- _RECORDED DATA_:
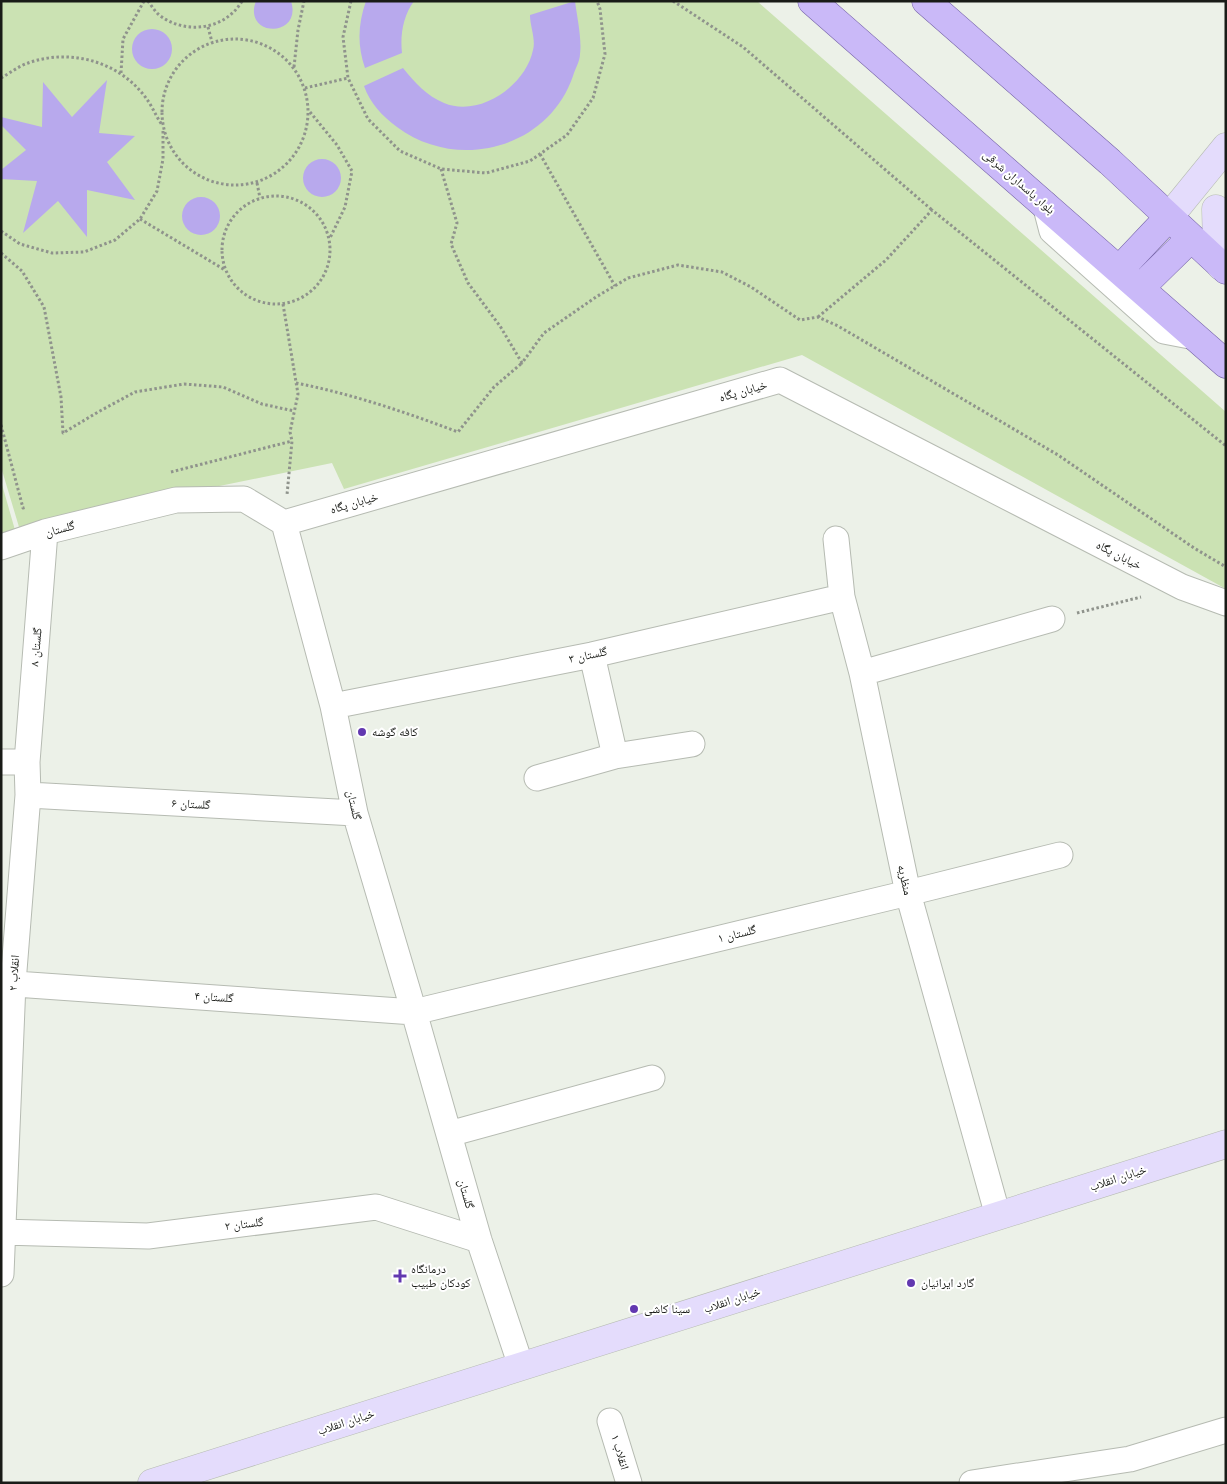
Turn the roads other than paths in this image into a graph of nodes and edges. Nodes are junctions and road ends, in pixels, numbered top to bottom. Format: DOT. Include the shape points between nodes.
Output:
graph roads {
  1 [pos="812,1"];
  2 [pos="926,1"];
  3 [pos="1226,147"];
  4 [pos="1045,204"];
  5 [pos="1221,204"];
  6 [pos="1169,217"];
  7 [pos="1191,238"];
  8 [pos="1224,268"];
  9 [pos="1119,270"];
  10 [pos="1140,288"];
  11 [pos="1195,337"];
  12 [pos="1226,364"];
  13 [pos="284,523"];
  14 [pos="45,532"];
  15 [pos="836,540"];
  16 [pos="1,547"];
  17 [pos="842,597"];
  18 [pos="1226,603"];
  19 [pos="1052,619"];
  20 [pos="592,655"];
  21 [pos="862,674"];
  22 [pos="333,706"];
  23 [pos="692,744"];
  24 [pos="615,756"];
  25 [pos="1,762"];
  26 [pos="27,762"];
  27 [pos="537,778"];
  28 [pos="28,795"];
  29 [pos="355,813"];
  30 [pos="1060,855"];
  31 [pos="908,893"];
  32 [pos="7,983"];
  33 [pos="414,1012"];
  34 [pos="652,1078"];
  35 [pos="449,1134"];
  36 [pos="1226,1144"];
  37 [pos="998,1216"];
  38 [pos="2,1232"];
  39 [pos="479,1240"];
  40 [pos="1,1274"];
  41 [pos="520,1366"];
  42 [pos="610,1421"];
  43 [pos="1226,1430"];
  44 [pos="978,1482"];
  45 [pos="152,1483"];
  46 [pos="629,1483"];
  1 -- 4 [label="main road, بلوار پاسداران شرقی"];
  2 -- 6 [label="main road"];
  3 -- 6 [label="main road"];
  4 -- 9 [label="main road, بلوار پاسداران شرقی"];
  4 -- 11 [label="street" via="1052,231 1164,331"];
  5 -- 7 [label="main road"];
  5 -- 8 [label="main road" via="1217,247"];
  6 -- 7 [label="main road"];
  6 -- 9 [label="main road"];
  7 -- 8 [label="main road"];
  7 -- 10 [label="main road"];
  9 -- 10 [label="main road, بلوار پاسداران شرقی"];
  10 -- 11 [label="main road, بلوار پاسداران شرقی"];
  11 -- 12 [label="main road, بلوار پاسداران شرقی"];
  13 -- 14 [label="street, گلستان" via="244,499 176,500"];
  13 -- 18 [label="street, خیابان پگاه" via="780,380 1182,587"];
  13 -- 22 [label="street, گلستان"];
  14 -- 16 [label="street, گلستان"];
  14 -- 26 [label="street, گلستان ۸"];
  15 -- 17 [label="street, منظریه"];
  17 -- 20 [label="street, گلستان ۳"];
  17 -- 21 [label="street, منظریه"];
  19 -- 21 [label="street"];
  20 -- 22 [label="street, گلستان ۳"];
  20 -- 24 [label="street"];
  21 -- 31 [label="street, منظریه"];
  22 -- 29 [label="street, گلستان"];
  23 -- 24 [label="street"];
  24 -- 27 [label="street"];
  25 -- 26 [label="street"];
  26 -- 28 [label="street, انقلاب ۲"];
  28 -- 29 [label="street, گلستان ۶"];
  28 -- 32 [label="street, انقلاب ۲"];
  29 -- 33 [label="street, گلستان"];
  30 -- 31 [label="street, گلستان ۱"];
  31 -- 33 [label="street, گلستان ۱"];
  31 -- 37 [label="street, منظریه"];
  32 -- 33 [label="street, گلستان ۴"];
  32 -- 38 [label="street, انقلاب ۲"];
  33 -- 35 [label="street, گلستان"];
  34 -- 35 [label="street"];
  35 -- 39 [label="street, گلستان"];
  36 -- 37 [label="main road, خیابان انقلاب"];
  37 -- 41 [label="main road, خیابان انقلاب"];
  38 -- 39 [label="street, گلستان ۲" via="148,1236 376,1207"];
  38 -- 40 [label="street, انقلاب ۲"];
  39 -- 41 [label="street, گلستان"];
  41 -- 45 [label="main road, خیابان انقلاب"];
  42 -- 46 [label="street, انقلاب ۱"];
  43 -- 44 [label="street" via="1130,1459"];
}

- _WHAT IS EXPECTED_: In the preceding material, find each line holding the word "شرقی" and copy it out.

- _TASK RESULT_:
  1 -- 4 [label="main road, بلوار پاسداران شرقی"];
  4 -- 9 [label="main road, بلوار پاسداران شرقی"];
  9 -- 10 [label="main road, بلوار پاسداران شرقی"];
  10 -- 11 [label="main road, بلوار پاسداران شرقی"];
  11 -- 12 [label="main road, بلوار پاسداران شرقی"];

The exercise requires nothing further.